Là, on sort de quasi six mois de mise en sommeil de l’activité. Pendant le confinement, en France, quatre cents tournages ont été stoppés. Les choses repartent petit à petit, mais j’attends que le barrage s’ouvre un peu avant de lancer mes scénarios sur le marché. J’avais trois projets, dont l’écriture était presque terminée début mars. J’ai tout suspendu. L’un d’eux va d’ailleurs être retravaillé. Le scénario était fini et on allait entrer en casting et financement, mais l’histoire a été totalement percutée par la crise sanitaire. Le propos me semble obsolète. Et je suis convaincue que si on veut que les gens retournent dans les salles, il faut revoir l’acuité des scénarios.

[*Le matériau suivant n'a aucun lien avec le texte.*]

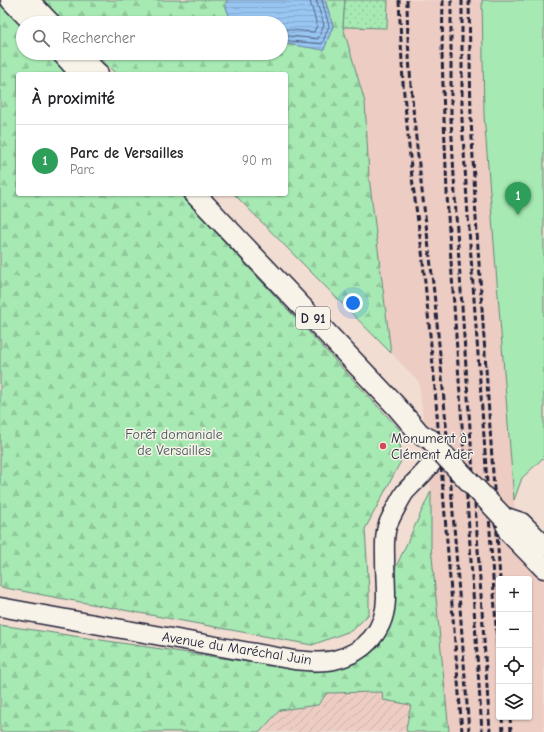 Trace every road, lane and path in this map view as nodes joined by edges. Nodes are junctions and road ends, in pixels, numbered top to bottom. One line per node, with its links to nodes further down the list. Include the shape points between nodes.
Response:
1 (11, 0): 3 (main road)
2 (28, 0): 4 (main road)
3 (26, 16)
4 (43, 16)
5 (68, 60): 7 (main road)
6 (85, 60): 8 (main road)
7 (79, 72)
8 (96, 72)
9 (197, 196): 11 (main road, D 91, via 420,434)
10 (212, 196): 11 (main road, D 91, via 418,416)
11 (431, 440): 13 (main road, D 91, bridge)
12 (432, 463): 16 (street, Avenue du Maréchal Juin, via 405,492 387,527 384,543 386,600 379,627 366,645 349,655 333,660 294,660)
13 (502, 517): 14 (main road, D 91, via 521,523); 15 (main road, D 91, via 509,532)
14 (544, 546)
15 (544, 568)
16 (0, 607) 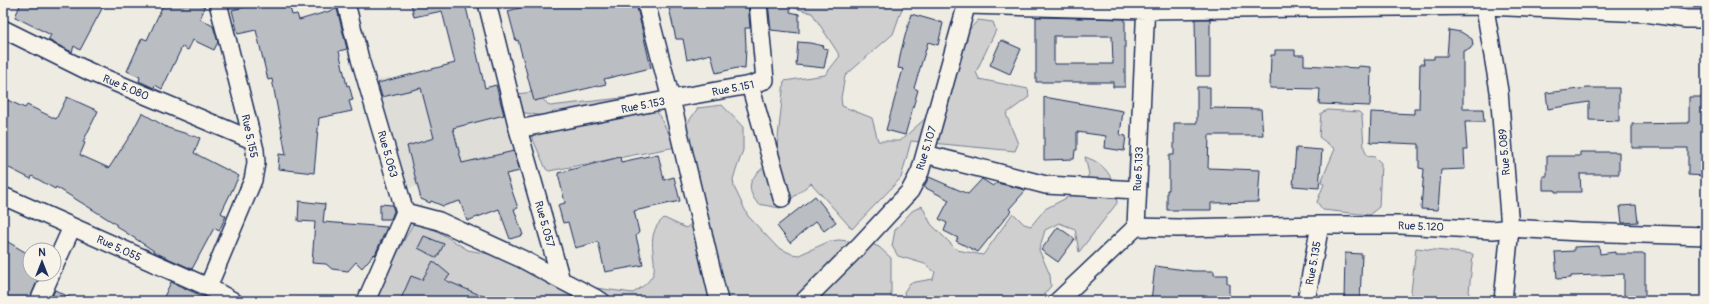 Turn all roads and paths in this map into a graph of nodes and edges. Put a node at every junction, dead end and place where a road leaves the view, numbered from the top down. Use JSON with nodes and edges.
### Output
{"nodes":[{"id":1,"x":218,"y":3,"type":"edge"},
{"id":2,"x":346,"y":3,"type":"edge"},
{"id":3,"x":487,"y":3,"type":"edge"},
{"id":4,"x":646,"y":3,"type":"edge"},
{"id":5,"x":758,"y":3,"type":"edge"},
{"id":6,"x":966,"y":4,"type":"edge"},
{"id":7,"x":1484,"y":5,"type":"edge"},
{"id":8,"x":1146,"y":6,"type":"edge"},
{"id":9,"x":1645,"y":8,"type":"edge"},
{"id":10,"x":1706,"y":19,"type":"edge"},
{"id":11,"x":3,"y":29,"type":"edge"},
{"id":12,"x":750,"y":85,"type":"junction"},
{"id":13,"x":671,"y":99,"type":"junction"},
{"id":14,"x":518,"y":129,"type":"junction"},
{"id":15,"x":252,"y":140,"type":"junction"},
{"id":16,"x":925,"y":154,"type":"junction"},
{"id":17,"x":1137,"y":190,"type":"junction"},
{"id":18,"x":3,"y":196,"type":"edge"},
{"id":19,"x":782,"y":198,"type":"dead end"},
{"id":20,"x":405,"y":212,"type":"junction"},
{"id":21,"x":1320,"y":225,"type":"junction"},
{"id":22,"x":72,"y":227,"type":"junction"},
{"id":23,"x":1136,"y":227,"type":"junction"},
{"id":24,"x":1510,"y":228,"type":"junction"},
{"id":25,"x":1706,"y":236,"type":"edge"},
{"id":26,"x":62,"y":249,"type":"edge"},
{"id":27,"x":561,"y":280,"type":"junction"},
{"id":28,"x":47,"y":282,"type":"edge"},
{"id":29,"x":208,"y":287,"type":"junction"},
{"id":30,"x":39,"y":301,"type":"edge"},
{"id":31,"x":234,"y":301,"type":"edge"},
{"id":32,"x":366,"y":301,"type":"edge"},
{"id":33,"x":601,"y":301,"type":"edge"},
{"id":34,"x":719,"y":301,"type":"edge"},
{"id":35,"x":804,"y":301,"type":"edge"},
{"id":36,"x":1058,"y":301,"type":"edge"},
{"id":37,"x":1306,"y":301,"type":"edge"},
{"id":38,"x":1503,"y":301,"type":"edge"}],
"edges":[{"from":1,"to":15,"type":"street","name":"Rue 5.155"},
{"from":2,"to":20,"type":"street","name":"Rue 5.063"},
{"from":3,"to":14,"type":"street","name":"Rue 5.057"},
{"from":4,"to":13,"type":"street","name":"Rue 5.153"},
{"from":5,"to":12,"type":"street","name":"Rue 5.151"},
{"from":6,"to":8,"type":"street"},
{"from":6,"to":16,"type":"street","name":"Rue 5.107"},
{"from":7,"to":8,"type":"street"},
{"from":7,"to":9,"type":"street"},
{"from":7,"to":24,"type":"street","name":"Rue 5.089"},
{"from":8,"to":17,"type":"street","name":"Rue 5.133"},
{"from":9,"to":10,"type":"street"},
{"from":11,"to":15,"type":"street","name":"Rue 5.080"},
{"from":12,"to":13,"type":"street","name":"Rue 5.151"},
{"from":12,"to":19,"type":"street"},
{"from":13,"to":14,"type":"street","name":"Rue 5.153"},
{"from":13,"to":34,"type":"street"},
{"from":14,"to":27,"type":"street","name":"Rue 5.057"},
{"from":15,"to":29,"type":"street","name":"Rue 5.155"},
{"from":16,"to":17,"type":"street"},
{"from":16,"to":35,"type":"street","name":"Rue 5.107"},
{"from":17,"to":23,"type":"street","name":"Rue 5.133"},
{"from":18,"to":22,"type":"street","name":"Rue 5.055"},
{"from":20,"to":27,"type":"street"},
{"from":20,"to":32,"type":"street"},
{"from":21,"to":23,"type":"street","name":"Rue 5.120"},
{"from":21,"to":24,"type":"street","name":"Rue 5.120"},
{"from":21,"to":37,"type":"street","name":"Rue 5.135"},
{"from":22,"to":26,"type":"street"},
{"from":22,"to":29,"type":"street","name":"Rue 5.055"},
{"from":23,"to":36,"type":"street"},
{"from":24,"to":25,"type":"street","name":"Rue 5.120"},
{"from":24,"to":38,"type":"street","name":"Rue 5.089"},
{"from":27,"to":33,"type":"street"},
{"from":28,"to":30,"type":"street"},
{"from":29,"to":31,"type":"street","name":"Rue 5.055"}]}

"Pour faire ce métier, il faut avoir en soi un mélange d'arrogance et d'humilité "
J’essaie de prévoir un planning idéal étalé sur quatre ou cinq ans : un film en écriture, un en tournage et l’autre qui sort. Tout est revu à cause de la crise sanitaire, mais je continue, c’est un moindre mal. Par contre, je n’aurai pas de rentrée d’argent de sitôt. Je suis à la tête d’une petite structure, aidée seulement d’une assistante. J’ai pu tenir le coup grâce au chômage partiel et au “prêt rebond” octroyé par la région Île-de-France aux petites entreprises. J’ai aussi dû me serrer la ceinture, évidemment. La suite ? On verra.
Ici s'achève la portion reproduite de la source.